Metrics dictionary
This dictionary defines metrics created by and specific to Chronosphere Observability Platform. These metrics are often included in default dashboards, and you can search for them anywhere you use metrics. These curated metrics can help track basic important information about your Observability Platform instance.
The Chronosphere Health Check dashboard includes links to the Collectors, Usage Dashboard, and Licensing Information dashboards.
Query these metrics as their respective Prometheus type.
Capacity limits
Licensing capacity is based on your telemetry types and usage. The following tables describe metrics used for specific sections of your license.
Chronosphere recommends creating alerts using the existing Capacity Limit metrics, which are also used in the Metrics License Consumption dashboard. Use alerts to be notified when you're close to or over 100% of your license limit and therefore at risk of experiencing drops:
Persisted cardinality
The following metrics apply to persisted cardinality, which is a cumulative measure that calculates the sum of the unique time series of the persisted writes that Observability Platform stores, seen over the last 2.5 hours only.
Metric name | Description |
---|---|
chrono_metrics_persisted_cardinality_license_limit | License limit for active persisted time series cardinality. |
chrono_metrics_persisted_cardinality_license_capacity | Capacity limit for active persisted time series cardinality. |
chrono_metrics_persisted_cardinality_license_consumed | Consumption of the persisted write cardinality limit by datapoint type. |
Query the following metric to understand if data is actively being dropped:
chrono_metrics_persisted_license_dpps_dropped{limit="persisted_cardinality"}
Persisted writes
The following metrics apply to persisted writes, which are writes to the Observability Platform database.

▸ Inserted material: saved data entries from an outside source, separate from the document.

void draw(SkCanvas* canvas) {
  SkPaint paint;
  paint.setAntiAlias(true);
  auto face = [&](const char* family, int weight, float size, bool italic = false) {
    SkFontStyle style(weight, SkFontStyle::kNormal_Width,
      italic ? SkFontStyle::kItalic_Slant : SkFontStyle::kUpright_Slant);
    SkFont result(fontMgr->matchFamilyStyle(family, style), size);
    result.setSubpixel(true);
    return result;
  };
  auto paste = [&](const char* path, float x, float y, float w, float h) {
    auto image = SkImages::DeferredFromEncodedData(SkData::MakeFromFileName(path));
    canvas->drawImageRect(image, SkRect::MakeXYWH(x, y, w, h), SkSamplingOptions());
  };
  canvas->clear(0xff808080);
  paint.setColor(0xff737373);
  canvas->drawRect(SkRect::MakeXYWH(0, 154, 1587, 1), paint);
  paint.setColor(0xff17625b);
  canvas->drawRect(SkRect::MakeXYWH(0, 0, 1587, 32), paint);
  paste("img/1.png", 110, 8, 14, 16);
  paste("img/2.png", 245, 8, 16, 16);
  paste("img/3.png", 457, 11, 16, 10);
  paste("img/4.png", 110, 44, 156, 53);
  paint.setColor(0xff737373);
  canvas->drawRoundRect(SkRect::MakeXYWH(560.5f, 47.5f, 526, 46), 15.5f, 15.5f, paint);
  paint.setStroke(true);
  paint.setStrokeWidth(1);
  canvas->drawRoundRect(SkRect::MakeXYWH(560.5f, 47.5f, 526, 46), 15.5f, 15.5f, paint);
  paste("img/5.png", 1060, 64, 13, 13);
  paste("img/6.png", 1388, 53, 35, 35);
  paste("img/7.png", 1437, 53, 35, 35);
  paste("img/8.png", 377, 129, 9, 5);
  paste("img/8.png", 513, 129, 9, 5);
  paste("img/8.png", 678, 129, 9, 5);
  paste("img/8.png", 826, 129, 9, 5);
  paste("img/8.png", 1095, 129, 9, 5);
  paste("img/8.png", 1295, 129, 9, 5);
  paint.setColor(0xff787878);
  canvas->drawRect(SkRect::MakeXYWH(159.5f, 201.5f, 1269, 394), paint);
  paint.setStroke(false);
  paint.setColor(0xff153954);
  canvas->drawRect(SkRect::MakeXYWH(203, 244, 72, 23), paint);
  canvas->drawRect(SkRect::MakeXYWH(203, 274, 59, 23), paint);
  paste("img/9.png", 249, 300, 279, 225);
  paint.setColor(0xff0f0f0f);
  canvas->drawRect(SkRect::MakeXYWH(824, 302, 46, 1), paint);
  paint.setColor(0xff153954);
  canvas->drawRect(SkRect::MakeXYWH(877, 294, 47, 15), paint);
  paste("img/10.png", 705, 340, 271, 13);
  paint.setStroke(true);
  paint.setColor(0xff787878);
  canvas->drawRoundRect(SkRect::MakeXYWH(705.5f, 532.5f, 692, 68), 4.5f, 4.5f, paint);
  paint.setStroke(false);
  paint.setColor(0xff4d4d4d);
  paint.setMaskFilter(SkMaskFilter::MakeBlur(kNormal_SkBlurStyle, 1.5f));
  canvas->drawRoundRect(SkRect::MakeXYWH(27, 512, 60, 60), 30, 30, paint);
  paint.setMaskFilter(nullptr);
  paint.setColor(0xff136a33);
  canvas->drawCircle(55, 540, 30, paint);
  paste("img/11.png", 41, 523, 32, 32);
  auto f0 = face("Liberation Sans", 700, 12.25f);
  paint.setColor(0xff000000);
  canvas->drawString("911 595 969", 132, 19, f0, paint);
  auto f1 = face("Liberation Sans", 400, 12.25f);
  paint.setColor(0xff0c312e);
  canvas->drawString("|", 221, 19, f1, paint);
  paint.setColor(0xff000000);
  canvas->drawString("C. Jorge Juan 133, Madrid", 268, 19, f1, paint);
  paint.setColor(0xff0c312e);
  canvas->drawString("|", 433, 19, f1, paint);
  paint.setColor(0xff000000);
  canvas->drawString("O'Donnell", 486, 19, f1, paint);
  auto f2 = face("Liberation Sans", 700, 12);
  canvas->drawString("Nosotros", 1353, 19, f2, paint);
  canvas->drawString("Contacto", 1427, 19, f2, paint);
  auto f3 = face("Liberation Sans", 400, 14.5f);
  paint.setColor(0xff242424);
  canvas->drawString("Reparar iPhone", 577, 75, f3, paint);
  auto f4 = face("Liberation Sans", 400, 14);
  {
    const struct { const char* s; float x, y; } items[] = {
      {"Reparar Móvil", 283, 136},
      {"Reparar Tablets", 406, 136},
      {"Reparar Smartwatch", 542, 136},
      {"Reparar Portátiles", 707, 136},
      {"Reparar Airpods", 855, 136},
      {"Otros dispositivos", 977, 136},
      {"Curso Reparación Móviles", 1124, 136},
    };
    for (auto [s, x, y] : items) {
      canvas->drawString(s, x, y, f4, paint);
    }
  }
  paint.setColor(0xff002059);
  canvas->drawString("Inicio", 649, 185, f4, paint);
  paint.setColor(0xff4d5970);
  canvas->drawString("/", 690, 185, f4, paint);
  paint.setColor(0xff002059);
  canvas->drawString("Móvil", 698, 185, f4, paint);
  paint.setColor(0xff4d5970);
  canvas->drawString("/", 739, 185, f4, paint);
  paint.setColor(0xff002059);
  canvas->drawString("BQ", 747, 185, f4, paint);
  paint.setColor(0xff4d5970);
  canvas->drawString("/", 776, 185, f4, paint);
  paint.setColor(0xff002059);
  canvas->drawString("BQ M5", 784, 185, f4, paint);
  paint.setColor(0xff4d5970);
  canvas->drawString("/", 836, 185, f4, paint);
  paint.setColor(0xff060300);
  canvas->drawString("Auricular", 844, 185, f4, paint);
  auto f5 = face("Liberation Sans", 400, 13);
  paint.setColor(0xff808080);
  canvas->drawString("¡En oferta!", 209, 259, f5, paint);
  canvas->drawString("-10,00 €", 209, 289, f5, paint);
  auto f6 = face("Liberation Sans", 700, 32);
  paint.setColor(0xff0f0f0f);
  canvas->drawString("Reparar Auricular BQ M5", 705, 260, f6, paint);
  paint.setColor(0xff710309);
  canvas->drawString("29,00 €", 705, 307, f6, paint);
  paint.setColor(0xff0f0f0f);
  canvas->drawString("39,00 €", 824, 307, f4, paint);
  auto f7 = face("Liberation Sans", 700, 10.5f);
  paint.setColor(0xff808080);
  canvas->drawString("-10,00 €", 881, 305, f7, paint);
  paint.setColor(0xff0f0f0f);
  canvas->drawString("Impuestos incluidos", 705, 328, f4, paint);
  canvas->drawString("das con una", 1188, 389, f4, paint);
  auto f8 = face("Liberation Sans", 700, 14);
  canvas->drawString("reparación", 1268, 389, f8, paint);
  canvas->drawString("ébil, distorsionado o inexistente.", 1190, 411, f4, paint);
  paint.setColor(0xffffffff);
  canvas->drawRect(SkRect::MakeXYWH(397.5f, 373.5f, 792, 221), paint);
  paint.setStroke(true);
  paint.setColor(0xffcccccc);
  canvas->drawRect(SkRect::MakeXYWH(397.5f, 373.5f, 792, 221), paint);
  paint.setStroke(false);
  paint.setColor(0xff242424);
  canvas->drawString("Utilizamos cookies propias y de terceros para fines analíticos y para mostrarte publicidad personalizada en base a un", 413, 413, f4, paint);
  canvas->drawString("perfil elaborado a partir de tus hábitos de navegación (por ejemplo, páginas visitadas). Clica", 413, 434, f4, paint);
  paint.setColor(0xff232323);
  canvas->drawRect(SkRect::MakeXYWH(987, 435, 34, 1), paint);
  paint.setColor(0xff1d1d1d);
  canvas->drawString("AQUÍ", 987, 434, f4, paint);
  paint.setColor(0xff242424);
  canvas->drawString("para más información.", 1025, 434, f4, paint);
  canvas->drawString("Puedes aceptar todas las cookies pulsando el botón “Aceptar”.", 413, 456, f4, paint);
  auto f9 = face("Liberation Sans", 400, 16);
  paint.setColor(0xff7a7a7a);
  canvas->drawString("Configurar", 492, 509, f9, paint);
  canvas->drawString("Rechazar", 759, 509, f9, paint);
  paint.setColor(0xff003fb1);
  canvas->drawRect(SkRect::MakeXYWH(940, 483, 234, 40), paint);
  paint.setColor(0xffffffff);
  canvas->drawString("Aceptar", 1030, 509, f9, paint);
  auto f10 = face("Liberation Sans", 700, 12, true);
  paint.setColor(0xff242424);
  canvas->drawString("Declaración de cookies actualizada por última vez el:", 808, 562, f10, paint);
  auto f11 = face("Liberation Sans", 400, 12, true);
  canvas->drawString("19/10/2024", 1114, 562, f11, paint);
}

Metric name | Description |
---|---|
chrono_metrics_persisted_writes_license_dpps_limit | License limit for persisted write DPPS by datapoint type. |
chrono_metrics_persisted_writes_license_dpps_capacity | Capacity limit for persisted write DPPS by datapoint type. |
chrono_metrics_persisted_writes_license_dpps_consumed | Consumption rate in DPPS of persisted write license by datapoint type. |
Query the following metric to understand if data is actively being dropped:
chrono_metrics_persisted_license_dpps_dropped{limit="persisted_writes"}
Matched writes
The following metrics apply to matched writes, which are the number of writes per second being matched for transformation and reshaping by the Observability Platform aggregation tier.

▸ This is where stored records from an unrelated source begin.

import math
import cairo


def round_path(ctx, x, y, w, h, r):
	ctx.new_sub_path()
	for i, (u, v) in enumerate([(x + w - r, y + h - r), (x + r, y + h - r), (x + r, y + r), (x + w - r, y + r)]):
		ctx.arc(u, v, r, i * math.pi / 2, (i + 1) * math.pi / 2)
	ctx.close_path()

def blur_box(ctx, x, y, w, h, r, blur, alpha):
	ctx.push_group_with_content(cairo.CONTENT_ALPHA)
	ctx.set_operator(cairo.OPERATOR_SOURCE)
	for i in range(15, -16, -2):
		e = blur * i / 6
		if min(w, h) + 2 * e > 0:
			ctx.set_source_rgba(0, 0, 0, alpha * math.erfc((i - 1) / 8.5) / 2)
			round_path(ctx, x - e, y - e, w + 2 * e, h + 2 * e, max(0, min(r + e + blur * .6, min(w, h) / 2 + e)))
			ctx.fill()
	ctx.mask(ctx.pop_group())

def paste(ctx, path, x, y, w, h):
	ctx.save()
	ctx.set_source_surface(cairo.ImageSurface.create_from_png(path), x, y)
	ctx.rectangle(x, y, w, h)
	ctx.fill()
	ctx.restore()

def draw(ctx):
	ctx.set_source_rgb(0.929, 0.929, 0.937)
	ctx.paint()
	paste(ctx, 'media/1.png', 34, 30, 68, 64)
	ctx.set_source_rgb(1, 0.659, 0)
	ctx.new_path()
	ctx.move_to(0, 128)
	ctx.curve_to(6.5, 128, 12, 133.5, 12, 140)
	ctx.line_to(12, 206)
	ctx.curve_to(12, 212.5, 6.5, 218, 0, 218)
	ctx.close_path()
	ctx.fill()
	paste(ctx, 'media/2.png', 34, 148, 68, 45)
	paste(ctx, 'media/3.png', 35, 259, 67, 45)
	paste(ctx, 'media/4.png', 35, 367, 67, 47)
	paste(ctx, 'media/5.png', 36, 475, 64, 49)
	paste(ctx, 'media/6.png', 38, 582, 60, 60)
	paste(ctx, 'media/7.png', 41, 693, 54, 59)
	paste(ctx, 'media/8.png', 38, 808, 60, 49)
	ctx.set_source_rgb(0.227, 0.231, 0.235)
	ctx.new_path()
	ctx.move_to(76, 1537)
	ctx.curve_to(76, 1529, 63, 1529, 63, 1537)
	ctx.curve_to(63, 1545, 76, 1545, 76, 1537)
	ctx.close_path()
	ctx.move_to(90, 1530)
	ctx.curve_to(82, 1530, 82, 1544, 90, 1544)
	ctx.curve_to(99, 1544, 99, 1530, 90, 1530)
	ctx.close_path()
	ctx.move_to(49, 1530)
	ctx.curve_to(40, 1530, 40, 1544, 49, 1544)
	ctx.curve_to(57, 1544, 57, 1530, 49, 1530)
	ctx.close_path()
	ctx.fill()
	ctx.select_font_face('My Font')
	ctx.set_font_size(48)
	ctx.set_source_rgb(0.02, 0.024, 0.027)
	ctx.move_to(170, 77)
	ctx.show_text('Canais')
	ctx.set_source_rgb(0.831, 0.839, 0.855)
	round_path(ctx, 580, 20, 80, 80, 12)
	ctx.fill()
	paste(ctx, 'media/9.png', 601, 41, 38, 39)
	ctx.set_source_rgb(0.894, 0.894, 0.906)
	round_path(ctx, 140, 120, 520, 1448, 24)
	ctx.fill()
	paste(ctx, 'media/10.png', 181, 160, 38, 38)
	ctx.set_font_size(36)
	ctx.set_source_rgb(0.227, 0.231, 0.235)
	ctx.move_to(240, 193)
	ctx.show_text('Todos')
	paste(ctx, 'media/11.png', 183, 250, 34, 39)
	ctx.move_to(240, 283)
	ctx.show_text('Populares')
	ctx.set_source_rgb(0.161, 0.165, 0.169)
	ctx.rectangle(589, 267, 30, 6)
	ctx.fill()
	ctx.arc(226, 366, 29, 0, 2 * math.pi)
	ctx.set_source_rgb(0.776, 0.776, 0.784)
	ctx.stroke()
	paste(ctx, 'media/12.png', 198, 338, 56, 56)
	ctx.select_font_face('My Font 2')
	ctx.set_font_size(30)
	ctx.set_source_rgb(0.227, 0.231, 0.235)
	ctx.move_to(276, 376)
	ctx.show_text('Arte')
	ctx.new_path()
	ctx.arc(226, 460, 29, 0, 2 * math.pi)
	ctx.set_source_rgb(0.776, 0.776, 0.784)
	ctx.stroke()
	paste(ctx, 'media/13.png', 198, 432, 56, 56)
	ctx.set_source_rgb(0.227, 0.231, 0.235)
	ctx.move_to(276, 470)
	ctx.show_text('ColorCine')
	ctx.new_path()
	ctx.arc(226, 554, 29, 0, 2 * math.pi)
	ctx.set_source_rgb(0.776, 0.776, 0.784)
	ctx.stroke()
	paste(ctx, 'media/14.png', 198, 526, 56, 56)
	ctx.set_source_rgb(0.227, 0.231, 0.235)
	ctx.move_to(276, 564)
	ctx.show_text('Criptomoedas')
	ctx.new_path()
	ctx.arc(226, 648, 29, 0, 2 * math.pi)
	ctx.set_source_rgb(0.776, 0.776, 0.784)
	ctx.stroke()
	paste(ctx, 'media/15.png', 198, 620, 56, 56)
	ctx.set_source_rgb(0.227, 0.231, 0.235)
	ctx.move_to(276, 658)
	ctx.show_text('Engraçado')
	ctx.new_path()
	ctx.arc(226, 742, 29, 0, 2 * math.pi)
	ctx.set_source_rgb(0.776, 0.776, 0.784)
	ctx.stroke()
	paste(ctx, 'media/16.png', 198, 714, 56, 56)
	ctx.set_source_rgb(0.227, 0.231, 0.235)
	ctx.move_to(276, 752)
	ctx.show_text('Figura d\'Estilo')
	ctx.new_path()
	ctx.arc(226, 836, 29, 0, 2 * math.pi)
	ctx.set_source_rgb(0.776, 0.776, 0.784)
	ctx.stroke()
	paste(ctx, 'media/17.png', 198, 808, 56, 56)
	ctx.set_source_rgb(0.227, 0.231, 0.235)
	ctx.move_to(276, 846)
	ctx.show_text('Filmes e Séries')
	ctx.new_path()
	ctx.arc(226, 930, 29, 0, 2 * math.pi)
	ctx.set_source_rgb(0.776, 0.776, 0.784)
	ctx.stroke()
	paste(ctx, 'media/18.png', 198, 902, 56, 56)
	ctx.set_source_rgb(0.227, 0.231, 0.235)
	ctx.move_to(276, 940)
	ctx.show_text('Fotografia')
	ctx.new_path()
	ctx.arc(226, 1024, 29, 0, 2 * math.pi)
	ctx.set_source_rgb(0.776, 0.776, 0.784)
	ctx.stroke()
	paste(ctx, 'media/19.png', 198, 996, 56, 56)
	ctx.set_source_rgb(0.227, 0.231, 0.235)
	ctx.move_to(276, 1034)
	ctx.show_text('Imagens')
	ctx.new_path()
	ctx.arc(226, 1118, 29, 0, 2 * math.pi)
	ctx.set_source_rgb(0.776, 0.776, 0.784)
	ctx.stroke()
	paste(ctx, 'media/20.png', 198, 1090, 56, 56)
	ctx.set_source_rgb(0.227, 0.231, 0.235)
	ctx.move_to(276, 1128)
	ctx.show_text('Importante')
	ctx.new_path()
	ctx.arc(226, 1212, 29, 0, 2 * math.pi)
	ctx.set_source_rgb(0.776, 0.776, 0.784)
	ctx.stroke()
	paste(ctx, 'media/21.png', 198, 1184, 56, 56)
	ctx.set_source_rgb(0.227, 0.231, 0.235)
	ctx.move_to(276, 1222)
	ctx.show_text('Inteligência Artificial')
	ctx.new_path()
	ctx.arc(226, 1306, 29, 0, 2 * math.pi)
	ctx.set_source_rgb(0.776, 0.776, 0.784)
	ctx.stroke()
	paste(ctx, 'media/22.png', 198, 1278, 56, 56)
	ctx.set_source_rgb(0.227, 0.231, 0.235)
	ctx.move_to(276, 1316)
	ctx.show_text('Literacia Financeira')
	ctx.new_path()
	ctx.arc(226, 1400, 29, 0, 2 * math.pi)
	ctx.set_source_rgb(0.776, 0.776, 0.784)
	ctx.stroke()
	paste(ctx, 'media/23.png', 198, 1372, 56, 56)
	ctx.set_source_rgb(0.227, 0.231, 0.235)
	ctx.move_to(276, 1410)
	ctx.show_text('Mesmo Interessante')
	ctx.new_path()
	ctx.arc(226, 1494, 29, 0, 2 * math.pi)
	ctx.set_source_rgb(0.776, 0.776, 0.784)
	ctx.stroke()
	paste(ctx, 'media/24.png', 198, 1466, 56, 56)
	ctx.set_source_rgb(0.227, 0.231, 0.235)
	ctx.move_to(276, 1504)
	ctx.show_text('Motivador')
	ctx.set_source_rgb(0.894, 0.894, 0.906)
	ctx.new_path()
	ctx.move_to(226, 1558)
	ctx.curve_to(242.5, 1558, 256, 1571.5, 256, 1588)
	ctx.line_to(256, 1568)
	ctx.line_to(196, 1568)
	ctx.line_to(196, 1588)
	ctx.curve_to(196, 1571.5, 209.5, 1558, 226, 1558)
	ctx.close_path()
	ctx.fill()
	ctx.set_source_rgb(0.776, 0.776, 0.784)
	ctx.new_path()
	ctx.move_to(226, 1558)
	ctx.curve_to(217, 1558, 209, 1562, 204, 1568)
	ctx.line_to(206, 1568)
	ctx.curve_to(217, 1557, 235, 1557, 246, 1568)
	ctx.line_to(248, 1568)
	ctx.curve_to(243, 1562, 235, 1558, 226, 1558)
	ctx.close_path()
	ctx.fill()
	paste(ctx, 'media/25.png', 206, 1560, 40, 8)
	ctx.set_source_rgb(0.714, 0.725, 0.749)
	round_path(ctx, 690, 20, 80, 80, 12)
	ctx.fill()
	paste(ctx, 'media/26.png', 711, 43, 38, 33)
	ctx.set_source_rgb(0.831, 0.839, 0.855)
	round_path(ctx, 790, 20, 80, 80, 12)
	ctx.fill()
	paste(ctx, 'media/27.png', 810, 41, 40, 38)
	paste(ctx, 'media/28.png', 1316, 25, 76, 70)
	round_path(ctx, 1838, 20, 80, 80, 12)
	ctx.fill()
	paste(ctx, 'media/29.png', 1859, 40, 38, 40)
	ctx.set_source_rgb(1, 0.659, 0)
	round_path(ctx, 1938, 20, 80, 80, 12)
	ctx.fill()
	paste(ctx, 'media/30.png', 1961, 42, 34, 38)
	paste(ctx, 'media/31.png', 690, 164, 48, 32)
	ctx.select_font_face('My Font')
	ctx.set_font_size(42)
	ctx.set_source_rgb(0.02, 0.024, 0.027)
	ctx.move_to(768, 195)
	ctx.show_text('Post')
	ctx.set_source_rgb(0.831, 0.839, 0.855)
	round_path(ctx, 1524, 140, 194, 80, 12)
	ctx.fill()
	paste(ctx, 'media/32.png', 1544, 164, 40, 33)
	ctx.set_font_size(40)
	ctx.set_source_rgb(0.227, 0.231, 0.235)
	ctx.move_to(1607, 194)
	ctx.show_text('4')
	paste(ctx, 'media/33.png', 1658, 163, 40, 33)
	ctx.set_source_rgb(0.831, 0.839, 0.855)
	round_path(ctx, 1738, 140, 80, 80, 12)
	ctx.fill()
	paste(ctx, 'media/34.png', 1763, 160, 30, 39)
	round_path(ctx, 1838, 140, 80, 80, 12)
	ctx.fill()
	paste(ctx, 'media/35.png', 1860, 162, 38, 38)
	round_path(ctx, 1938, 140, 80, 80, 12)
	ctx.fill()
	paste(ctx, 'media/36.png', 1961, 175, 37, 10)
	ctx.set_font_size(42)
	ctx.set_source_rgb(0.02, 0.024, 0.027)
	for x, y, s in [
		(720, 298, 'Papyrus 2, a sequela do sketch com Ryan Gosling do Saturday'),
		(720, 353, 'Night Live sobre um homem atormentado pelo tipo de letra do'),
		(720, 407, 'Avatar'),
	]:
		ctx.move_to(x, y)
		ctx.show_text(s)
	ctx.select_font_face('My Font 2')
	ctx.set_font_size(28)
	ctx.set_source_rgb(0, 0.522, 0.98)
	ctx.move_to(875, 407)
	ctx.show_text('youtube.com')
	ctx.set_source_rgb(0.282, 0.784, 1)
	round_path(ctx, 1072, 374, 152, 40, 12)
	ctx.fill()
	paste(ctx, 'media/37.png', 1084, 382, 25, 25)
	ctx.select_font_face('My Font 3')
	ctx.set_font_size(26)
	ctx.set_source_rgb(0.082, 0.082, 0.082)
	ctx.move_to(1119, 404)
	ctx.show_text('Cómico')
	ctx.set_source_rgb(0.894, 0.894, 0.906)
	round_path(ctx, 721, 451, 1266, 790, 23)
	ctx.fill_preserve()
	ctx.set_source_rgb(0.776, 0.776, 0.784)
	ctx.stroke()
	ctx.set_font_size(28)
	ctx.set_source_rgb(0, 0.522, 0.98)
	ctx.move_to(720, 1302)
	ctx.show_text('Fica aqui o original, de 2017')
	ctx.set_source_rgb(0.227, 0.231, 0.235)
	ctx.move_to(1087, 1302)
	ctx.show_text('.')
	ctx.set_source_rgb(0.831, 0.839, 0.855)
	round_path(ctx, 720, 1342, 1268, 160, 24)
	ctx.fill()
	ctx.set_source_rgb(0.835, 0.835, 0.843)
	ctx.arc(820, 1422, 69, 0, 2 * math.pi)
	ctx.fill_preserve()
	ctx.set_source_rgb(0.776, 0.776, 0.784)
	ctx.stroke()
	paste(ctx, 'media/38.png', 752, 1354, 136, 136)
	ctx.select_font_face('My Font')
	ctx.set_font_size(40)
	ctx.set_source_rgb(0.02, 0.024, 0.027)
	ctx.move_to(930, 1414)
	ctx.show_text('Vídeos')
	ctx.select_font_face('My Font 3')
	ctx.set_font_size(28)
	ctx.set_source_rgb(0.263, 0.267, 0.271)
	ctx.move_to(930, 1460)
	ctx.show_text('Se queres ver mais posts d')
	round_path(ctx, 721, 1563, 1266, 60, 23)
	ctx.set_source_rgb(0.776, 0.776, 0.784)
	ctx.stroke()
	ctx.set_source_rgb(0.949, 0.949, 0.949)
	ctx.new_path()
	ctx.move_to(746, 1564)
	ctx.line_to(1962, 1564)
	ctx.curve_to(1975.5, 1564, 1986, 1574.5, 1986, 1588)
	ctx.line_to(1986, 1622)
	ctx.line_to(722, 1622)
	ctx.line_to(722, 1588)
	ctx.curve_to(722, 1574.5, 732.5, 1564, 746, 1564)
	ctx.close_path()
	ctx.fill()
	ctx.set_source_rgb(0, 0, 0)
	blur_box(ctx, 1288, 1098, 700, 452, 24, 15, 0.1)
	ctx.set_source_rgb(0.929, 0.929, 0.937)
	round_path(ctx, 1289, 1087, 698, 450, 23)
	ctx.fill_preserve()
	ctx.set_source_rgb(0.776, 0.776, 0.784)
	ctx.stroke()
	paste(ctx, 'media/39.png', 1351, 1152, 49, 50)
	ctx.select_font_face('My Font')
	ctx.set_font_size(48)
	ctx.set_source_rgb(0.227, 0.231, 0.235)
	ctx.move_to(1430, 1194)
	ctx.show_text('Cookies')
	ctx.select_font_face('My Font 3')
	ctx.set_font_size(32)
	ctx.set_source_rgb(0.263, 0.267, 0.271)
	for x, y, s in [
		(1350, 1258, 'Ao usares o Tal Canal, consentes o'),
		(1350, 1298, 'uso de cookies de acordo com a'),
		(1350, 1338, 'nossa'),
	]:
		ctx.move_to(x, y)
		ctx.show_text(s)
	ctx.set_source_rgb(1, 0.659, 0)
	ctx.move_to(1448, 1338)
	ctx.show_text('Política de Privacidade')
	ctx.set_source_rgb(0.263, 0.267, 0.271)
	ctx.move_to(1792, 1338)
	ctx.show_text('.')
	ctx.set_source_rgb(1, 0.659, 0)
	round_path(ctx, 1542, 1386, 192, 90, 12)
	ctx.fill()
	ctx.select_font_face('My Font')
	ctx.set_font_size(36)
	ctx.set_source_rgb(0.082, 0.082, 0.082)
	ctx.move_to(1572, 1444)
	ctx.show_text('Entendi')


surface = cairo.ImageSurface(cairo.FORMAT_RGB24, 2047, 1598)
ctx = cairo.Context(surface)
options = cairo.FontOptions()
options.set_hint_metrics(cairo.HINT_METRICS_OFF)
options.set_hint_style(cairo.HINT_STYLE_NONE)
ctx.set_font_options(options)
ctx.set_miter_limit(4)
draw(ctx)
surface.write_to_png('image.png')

Metric name | Description |
---|---|
chrono_metrics_matched_writes_license_dpps_limit | License limit for matched write DPPS by datapoint type. |
chrono_metrics_matched_writes_license_dpps_capacity | Capacity limit for matched write DPPS by datapoint type. |
chrono_metrics_matched_writes_license_dpps_consumed | Consumption rate in DPPS of matched write license by datapoint type. |
Query the following metric to understand if data is actively being dropped:
chrono_metrics_matched_license_dpps_dropped
Legacy licensing metrics
The following table explains metrics that might be present in your environment, but will be replaced by new metrics. Persisted writes, persisted cardinality, and matched writes specific metrics will replace this table.
Metric name | Metric type | Description | Tags provided during dashboard creation |
---|---|---|---|
limit_service_cardinality_count replaced by chrono_metrics_persisted_cardinality_license_consumed | Counter | Current cardinality count across all Collectors. | chronosphere_service |
limit_service_licensed_cardinality_limit replaced by chrono_metrics_persisted_cardinality_license_limit | Counter | Current cardinality limit across all Collectors. | chronosphere_service |
limit_service_licensed_persist_limit replaced by chrono_metrics_persisted_writes_license_dpps_limit | Counter | Current limit for data points persisted in the database across all Collectors, as defined in the contract. | chronosphere_service |
limit_service_capacity_limit | Counter | Current capacity limit for data points persisted in the database across all Collectors, based on grant by Chronosphere. | chronosphere_service |
limit_service_licensed_processing_limit | Counter | Current limit for processed data points across all Collectors. | chronosphere_service |
limit_service_persisted_count replaced by chrono_metrics_persisted_writes_license_dpps_consumed | Counter | Total number of data points persisted in database. | chronosphere_service |
limit_service_processed_count | Counter | Current count of processed data points across all Collectors. | chronosphere_service |
limit_service_matched_limit replaced by chrono_metrics_matched_writes_license_dpps_limit | Counter | Current license limit for matched write DPPS by datapoint type. | chronosphere_service |
limit_service_capacity_limit replaced by chrono_metrics_matched_writes_license_dpps_capacity | Counter | Current capacity limit for matched write DPPS by datapoint type. | chronosphere_service |
chronosphere_rule_metrics_matched replaced by chrono_metrics_matched_writes_license_dpps_consumed | Counter | Consumption rate in DPPS of matched write license by datapoint type. | chronosphere_service |
Collectors
The Collectors dashboard includes the following metrics that Collectors generate. Use this dashboard to monitor the health of your Collectors.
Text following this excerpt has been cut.